Aged eleven, Kenworthy attended the Royal College of Art in London under the tutelage of Professor John Skeaping. Kenworthy also went to the Kingston Grammar School, dividing his time between school and the sculpture schools of the Royal College. He then spent two years at the Wimbledon College of Art before entering the Royal Academy Schools in 1961, spending four years in the School of Sculpture.

In 1965, Kenworthy had his first exhibition with the Tryon Gallery, Mayfair, London. His life-size carving in black Kellymount limestone of a Stalking Leopard was bought by Mr & Mrs Russell Byers and presented to the Carnegie Museum in Pittsburgh. He exhibited in South Africa with Everard Read at the Pieter Wenning Gallery in Johannesburg in 1966, and at the Incurable Collector in New York where his carving of a Roaring Lion in Blu Turqu Marble was sold to a private collector.

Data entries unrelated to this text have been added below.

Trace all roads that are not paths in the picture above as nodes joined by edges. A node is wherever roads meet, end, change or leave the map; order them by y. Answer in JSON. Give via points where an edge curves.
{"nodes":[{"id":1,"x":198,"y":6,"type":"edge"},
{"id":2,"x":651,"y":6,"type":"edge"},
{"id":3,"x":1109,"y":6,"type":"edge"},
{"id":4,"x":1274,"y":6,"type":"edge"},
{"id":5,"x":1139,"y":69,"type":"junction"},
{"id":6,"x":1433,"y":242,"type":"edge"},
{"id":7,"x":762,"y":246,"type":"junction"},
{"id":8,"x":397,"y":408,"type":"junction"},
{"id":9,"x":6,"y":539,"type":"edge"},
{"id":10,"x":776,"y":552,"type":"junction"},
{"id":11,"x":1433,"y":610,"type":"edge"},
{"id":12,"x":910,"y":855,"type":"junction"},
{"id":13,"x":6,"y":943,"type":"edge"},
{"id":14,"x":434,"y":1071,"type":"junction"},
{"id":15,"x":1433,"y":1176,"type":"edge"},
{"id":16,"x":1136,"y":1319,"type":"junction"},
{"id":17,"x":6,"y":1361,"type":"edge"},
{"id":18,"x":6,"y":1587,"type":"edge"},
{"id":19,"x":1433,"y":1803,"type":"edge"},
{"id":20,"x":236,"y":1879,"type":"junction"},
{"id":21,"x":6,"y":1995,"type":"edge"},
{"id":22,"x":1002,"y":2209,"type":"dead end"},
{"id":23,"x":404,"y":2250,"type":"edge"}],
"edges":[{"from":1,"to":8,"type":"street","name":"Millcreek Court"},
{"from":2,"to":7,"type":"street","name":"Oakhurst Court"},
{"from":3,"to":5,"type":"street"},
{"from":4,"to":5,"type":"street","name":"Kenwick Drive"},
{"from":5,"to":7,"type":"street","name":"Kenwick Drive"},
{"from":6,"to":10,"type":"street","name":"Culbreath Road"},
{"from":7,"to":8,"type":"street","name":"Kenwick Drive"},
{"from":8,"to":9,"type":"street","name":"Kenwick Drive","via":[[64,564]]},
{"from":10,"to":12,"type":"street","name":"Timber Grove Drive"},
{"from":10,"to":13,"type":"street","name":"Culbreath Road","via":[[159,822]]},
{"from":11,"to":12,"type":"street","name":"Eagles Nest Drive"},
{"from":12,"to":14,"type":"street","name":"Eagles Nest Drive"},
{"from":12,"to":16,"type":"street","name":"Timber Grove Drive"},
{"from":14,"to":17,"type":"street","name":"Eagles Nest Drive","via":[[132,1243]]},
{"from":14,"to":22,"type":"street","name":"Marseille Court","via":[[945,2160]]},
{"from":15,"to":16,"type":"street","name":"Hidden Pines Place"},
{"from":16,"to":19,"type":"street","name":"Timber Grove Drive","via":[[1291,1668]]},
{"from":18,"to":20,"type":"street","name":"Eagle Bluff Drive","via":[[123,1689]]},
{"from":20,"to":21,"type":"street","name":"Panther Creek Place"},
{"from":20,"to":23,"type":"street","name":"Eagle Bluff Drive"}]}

In 1969, following annual study tours to East Africa, Kenworthy won the Elizabeth Greenshields Foundation award and had his first solo exhibition in London: Jonathan Kenworthy Bronzes and Drawings: Movement and Wildlife in Africa, at the Tryon Gallery followed by Impressions of Africa in 1971, and Kenworthy '75 – Cheetah Hunting Series, Baboons and Nomads. In 1976, Kenworthy's Kenya, a one-hour television programme for World About Us, was aired for the first time on the BBC. The programme was produced by George Inger.

Kenworthy's first one-man show in New York was held at the Coe Kerr Gallery in Manhattan's Upper East Side, following his trip to Afghanistan in 1977. This exhibition, Horsemen of the Hindu Kush, contained a collection of bronzes, studies and drawings of the Afghan horsemen playing the ancient game of buzkashi. The ensuing exhibitions were People of the Desert: Nomads of East Africa in 1985 and Survival in the Serengeti, 1991, Coe Kerr Gallery, New York.

During the 1990s, Kenworthy worked on a thirty-foot sculpture of the Lioness and a Lesser Kudu, a commission for the Duke of Westminster. Kenworthy carved the sculptures out of blocks of polystyrene, the models were cast by the Meridan Bronze Foundry in London in 1998. One casting sits on a hundred foot long oval pond at Eaton Hall, Cheshire, and the second is in Upper Grosvenor Gardens in London.

Apart from an early commission for writer Ernest Hemingway's widow, Mary Hemingway, for her husband's grave in Ketchum, Idaho and later The Leopard, for Paul Wates, Kenworthy does not normally work to commission, preferring instead to develop a theme and a body of work for exhibition. He sketches while on safari and uses drawing to develop his ideas in the studio; his exhibitions always include some drawings to accompany the sculptures.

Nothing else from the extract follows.